Example: Recently, an ancient meteorite impact crater has been reported in the remote Western Australian Pilbara region. The original investigation, conducted by another group, filed headlines with a lawsuit that the crater made 3.5 billion years ago. If true, it would be the oldest land.

As it turns out, we also researched the same site. Our results are published today by Science Advances. Although we agree that this is an ancient meteorite effect, we have made different conclusions about its age, size and significance.

Let’s consider the statements about this charming crater.

One -effect crater, two versions of events

Planetary researchers are looking for ancient effects to learn about early land formation. So far, no one has found the structure of Yarrabbba over 2.23 billion years as well as Australia. (Some of the authors of the Pilbara research of 2025 were co -authors of Yarrabubba in 2020.)

The new rival is located in the district called the North Pole Dome. Despite the name, it is not where Santa lives. It is a dry, hot, ocher painted landscape.

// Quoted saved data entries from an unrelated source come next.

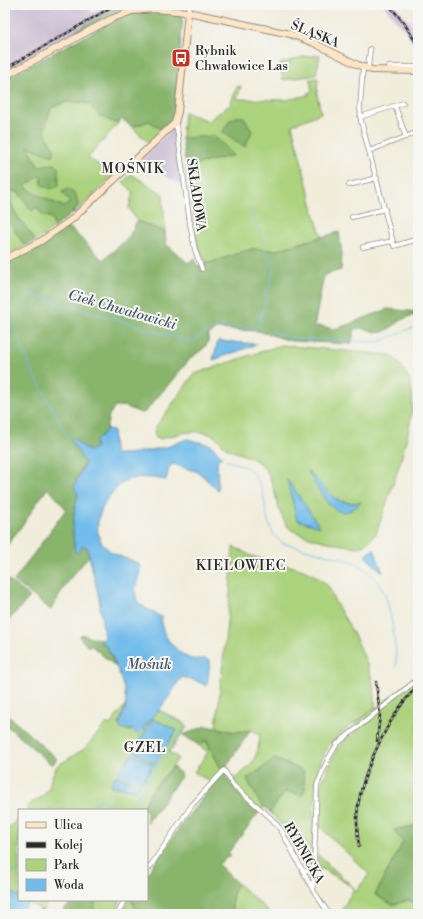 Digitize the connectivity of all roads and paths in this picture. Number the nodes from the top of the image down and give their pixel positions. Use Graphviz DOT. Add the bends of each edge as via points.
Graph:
graph roads {
  1 [pos="190,5"];
  2 [pos="188,12"];
  3 [pos="370,50"];
  4 [pos="389,67"];
  5 [pos="366,68"];
  6 [pos="418,68"];
  7 [pos="418,71"];
  8 [pos="5,76"];
  9 [pos="403,102"];
  10 [pos="395,106"];
  11 [pos="360,117"];
  12 [pos="175,122"];
  13 [pos="418,132"];
  14 [pos="406,137"];
  15 [pos="368,151"];
  16 [pos="377,178"];
  17 [pos="349,185"];
  18 [pos="384,209"];
  19 [pos="352,217"];
  20 [pos="418,239"];
  21 [pos="393,241"];
  22 [pos="362,247"];
  23 [pos="5,259"];
  24 [pos="202,269"];
  25 [pos="418,679"];
  26 [pos="315,868"];
  27 [pos="148,870"];
  28 [pos="303,870"];
  29 [pos="313,890"];
  30 [pos="124,901"];
  31 [pos="45,909"];
  32 [pos="48,914"];
  33 [pos="118,914"];
  34 [pos="329,914"];
  1 -- 2 [label="street"];
  2 -- 5 [label="street, ŚLĄSKA" via="293,36 314,43"];
  2 -- 8 [label="street, ŚLĄSKA" via="150,9 120,15"];
  2 -- 12 [label="street"];
  3 -- 5 [label="street"];
  4 -- 6 [label="street"];
  5 -- 7 [label="street, ŚLĄSKA"];
  5 -- 11 [label="street"];
  9 -- 10 [label="street"];
  10 -- 11 [label="street"];
  10 -- 14 [label="street"];
  11 -- 15 [label="street"];
  12 -- 23 [label="street" via="71,220 39,242"];
  12 -- 24 [label="street, SKŁADOWA" via="192,240"];
  13 -- 14 [label="street"];
  14 -- 15 [label="street"];
  15 -- 16 [label="street"];
  16 -- 17 [label="street"];
  16 -- 18 [label="street"];
  18 -- 19 [label="street"];
  18 -- 21 [label="street"];
  20 -- 21 [label="street" via="394,246"];
  21 -- 22 [label="street"];
  25 -- 26 [label="street" via="337,744 328,759 317,785"];
  26 -- 28 [label="street" via="311,872"];
  26 -- 29 [label="street"];
  27 -- 28 [label="street, RYBNICKA" via="192,805 224,770 233,785 281,830"];
  28 -- 29 [label="street, RYBNICKA"];
  29 -- 34 [label="street, RYBNICKA"];
  30 -- 33 [label="street"];
  31 -- 32 [label="street"];
}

The first report of the new crater states that it was 3.5 billion years and was more than 100 kilometers in diameter. It was suggested that such a major effect may have influenced the formation of the continental crust in Pilbara. I also speculated, investigators also said it could have influenced early life.

Our study concludes that the effect actually occurred much later, 2.7 billion years ago. This is at least 800 million years younger than the previous rating (and we think it’s probably even younger; more about it instantly).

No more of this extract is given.